→ WHAT THE TASK ASKS:
Across all the entries below, how many lines mention the string "static"? Respond with a single number.

→ EXTRACTED MATERIAL:
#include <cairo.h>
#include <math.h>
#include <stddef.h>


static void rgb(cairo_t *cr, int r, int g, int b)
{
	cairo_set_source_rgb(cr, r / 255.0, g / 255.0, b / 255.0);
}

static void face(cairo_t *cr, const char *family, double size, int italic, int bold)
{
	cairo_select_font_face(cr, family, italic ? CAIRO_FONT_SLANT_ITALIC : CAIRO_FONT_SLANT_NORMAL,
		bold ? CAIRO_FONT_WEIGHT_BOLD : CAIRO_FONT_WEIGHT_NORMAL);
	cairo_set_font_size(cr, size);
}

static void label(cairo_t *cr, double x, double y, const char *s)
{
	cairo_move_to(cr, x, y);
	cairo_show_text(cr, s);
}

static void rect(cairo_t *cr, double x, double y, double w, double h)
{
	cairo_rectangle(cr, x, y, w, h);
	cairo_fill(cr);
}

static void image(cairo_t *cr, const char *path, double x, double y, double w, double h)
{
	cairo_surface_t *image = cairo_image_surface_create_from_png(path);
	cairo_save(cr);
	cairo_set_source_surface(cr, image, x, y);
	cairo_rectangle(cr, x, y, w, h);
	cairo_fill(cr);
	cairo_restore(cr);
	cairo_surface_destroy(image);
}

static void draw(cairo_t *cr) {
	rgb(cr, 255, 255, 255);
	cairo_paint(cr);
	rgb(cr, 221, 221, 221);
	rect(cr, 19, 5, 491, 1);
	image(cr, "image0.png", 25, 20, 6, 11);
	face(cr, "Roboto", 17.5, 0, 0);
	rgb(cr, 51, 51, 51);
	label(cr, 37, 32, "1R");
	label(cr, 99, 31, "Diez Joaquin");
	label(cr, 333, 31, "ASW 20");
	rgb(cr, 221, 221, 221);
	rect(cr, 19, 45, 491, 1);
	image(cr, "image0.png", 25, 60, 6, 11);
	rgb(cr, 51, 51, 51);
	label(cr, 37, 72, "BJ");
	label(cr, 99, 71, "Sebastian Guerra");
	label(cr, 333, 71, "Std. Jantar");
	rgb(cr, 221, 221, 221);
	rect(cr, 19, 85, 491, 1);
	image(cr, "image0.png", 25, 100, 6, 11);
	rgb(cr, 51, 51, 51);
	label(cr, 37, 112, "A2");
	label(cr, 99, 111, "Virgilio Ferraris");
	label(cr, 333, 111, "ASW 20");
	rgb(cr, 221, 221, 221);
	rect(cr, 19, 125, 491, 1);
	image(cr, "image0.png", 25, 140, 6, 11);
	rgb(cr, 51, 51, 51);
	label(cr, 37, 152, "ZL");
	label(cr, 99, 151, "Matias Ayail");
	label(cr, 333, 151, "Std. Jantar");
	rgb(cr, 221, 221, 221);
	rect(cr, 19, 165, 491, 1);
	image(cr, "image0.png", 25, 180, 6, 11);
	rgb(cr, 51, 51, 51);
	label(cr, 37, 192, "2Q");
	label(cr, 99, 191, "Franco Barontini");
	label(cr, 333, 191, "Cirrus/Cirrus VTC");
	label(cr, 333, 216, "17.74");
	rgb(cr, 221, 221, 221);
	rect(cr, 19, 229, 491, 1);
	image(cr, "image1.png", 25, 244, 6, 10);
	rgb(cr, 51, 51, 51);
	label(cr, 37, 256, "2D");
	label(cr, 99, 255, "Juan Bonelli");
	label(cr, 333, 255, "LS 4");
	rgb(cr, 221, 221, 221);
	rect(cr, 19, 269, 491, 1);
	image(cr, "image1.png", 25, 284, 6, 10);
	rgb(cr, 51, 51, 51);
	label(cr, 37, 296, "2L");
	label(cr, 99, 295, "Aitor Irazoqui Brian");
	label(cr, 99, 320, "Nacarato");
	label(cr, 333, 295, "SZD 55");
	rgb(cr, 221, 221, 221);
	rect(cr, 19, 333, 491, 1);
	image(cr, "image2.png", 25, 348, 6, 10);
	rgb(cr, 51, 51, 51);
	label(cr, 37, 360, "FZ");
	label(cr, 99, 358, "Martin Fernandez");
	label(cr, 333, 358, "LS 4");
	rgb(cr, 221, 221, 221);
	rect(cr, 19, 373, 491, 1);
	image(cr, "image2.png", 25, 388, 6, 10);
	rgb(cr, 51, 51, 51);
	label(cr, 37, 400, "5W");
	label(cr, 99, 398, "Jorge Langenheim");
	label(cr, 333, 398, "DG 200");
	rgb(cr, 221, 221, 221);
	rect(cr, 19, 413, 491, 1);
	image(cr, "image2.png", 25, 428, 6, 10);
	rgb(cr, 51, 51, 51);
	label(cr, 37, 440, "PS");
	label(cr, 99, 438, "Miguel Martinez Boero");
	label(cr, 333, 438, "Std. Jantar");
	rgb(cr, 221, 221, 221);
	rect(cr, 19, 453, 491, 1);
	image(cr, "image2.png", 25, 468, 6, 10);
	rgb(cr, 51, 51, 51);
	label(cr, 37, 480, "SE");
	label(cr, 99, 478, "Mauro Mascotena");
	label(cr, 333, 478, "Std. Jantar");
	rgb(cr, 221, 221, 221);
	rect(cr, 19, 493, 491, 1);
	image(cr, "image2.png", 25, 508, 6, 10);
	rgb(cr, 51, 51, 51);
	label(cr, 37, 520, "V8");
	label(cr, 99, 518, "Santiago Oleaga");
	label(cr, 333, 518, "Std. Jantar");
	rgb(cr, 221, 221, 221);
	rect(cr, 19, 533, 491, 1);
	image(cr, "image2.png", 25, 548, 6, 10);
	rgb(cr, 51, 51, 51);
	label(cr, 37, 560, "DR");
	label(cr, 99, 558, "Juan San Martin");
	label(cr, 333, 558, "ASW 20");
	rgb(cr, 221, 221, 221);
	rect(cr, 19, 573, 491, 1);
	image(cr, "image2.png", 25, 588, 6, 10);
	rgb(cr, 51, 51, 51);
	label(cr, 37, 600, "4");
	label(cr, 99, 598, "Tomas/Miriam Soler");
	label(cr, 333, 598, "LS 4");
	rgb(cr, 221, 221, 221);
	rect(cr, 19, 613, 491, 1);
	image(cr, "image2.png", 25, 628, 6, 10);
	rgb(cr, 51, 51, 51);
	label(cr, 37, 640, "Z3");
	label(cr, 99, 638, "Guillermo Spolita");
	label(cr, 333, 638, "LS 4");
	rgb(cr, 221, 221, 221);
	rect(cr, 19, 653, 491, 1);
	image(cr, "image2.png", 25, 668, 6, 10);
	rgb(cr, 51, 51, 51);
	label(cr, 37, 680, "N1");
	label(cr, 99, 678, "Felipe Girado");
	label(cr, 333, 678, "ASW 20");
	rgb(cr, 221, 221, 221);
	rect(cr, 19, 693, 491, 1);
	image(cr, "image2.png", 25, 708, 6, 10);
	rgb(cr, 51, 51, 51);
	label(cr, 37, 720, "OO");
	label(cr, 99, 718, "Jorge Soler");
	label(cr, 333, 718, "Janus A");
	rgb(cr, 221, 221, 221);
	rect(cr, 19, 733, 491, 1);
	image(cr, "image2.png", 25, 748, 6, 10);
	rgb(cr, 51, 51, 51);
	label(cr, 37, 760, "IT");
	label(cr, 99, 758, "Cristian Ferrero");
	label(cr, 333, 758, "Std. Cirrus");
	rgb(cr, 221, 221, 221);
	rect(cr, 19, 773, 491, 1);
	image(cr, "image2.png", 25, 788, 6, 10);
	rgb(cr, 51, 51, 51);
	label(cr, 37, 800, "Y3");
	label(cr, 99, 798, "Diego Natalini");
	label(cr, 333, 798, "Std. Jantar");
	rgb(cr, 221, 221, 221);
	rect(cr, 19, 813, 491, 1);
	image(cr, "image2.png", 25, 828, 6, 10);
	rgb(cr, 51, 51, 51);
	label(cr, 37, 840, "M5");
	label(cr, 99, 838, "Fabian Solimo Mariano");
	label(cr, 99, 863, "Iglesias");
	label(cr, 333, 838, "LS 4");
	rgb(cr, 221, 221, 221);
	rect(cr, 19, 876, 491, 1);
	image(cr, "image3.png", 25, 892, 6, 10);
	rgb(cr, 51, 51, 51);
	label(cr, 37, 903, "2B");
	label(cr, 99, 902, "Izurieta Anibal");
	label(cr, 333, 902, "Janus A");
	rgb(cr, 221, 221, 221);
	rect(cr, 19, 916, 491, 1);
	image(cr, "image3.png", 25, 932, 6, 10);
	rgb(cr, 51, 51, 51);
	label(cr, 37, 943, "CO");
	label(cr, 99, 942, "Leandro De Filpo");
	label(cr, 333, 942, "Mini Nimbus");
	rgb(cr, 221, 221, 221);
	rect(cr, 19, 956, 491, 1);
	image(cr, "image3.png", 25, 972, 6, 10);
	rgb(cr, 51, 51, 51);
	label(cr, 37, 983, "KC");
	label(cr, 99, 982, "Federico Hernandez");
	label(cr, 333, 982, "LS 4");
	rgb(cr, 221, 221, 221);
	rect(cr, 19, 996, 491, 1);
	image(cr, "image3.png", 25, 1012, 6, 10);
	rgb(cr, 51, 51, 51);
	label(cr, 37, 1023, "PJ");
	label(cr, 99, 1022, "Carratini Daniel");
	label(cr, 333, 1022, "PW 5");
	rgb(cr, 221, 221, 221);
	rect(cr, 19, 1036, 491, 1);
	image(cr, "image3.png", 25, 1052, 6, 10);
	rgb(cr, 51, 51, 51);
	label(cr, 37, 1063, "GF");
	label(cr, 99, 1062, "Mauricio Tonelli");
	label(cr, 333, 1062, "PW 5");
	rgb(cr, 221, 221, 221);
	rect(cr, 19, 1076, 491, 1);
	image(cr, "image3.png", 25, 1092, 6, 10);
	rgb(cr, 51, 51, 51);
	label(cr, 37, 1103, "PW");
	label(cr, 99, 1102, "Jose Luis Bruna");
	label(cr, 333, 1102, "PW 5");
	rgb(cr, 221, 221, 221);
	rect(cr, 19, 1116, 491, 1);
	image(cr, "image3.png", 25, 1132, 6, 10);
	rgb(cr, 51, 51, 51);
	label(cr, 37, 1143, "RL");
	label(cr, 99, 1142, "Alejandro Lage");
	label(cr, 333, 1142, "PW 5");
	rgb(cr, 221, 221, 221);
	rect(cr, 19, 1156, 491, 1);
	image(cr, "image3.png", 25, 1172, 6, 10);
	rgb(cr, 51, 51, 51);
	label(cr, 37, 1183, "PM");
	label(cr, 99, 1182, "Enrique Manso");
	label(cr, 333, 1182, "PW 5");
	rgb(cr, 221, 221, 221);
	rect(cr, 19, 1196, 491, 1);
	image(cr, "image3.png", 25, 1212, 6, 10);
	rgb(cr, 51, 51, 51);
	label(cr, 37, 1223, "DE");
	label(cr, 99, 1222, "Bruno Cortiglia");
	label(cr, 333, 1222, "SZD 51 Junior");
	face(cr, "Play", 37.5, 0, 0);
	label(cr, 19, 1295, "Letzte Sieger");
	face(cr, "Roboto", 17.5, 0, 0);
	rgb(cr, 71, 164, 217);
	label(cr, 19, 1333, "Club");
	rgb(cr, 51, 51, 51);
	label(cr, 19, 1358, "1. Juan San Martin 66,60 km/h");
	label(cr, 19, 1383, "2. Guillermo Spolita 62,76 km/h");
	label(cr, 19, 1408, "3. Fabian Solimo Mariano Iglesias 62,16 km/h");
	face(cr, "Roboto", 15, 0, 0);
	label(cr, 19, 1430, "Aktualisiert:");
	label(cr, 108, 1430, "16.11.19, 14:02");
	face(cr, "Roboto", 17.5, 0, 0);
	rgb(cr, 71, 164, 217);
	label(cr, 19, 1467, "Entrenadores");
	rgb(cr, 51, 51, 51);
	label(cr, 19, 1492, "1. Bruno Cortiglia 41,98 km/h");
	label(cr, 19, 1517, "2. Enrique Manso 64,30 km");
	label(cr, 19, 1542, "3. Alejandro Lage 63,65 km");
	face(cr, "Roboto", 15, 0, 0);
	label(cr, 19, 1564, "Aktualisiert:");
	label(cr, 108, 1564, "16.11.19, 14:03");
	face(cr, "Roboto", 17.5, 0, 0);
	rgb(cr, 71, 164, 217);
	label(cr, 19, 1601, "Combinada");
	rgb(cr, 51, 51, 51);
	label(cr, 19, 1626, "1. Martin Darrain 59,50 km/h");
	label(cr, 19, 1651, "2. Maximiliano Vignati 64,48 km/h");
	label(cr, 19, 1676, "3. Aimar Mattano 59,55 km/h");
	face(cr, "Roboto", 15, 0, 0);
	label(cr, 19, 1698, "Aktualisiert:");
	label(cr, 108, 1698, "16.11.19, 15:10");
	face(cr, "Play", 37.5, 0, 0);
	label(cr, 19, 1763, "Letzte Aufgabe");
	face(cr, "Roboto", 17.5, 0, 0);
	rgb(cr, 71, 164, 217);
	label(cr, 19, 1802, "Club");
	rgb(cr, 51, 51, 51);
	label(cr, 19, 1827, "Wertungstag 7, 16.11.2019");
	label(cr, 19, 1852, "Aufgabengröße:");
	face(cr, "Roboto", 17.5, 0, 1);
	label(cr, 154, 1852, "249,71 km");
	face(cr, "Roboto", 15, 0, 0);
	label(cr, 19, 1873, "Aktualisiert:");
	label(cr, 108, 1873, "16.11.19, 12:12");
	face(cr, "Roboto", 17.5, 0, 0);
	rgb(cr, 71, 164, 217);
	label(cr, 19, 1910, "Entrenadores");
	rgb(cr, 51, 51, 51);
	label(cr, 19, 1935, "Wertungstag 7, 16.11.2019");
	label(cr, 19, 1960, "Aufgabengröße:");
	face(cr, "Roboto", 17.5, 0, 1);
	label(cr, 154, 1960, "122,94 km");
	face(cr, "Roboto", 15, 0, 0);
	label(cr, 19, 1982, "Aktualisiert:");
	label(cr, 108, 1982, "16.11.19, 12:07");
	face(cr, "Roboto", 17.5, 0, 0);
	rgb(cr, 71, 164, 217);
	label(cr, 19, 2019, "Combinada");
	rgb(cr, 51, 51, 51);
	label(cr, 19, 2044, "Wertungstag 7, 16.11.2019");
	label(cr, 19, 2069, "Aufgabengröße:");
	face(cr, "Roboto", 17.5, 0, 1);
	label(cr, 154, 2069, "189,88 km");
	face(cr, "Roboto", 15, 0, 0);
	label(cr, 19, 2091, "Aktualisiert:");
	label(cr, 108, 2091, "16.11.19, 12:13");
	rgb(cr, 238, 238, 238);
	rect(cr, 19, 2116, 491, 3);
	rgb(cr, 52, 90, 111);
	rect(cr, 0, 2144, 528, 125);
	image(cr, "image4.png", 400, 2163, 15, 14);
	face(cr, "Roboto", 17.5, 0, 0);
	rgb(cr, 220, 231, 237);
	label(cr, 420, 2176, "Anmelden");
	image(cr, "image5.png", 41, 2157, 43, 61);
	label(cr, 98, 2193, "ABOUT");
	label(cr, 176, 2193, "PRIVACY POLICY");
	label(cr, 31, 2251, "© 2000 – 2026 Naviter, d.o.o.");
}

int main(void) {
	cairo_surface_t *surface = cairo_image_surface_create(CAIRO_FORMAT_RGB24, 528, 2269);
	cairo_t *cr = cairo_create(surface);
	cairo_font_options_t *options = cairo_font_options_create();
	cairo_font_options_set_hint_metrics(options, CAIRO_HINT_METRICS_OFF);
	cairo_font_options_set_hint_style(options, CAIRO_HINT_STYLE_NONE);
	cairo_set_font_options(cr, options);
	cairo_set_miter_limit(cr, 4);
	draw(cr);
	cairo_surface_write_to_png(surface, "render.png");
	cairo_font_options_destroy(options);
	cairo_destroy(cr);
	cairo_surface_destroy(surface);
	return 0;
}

→ ANSWER SPACE:
6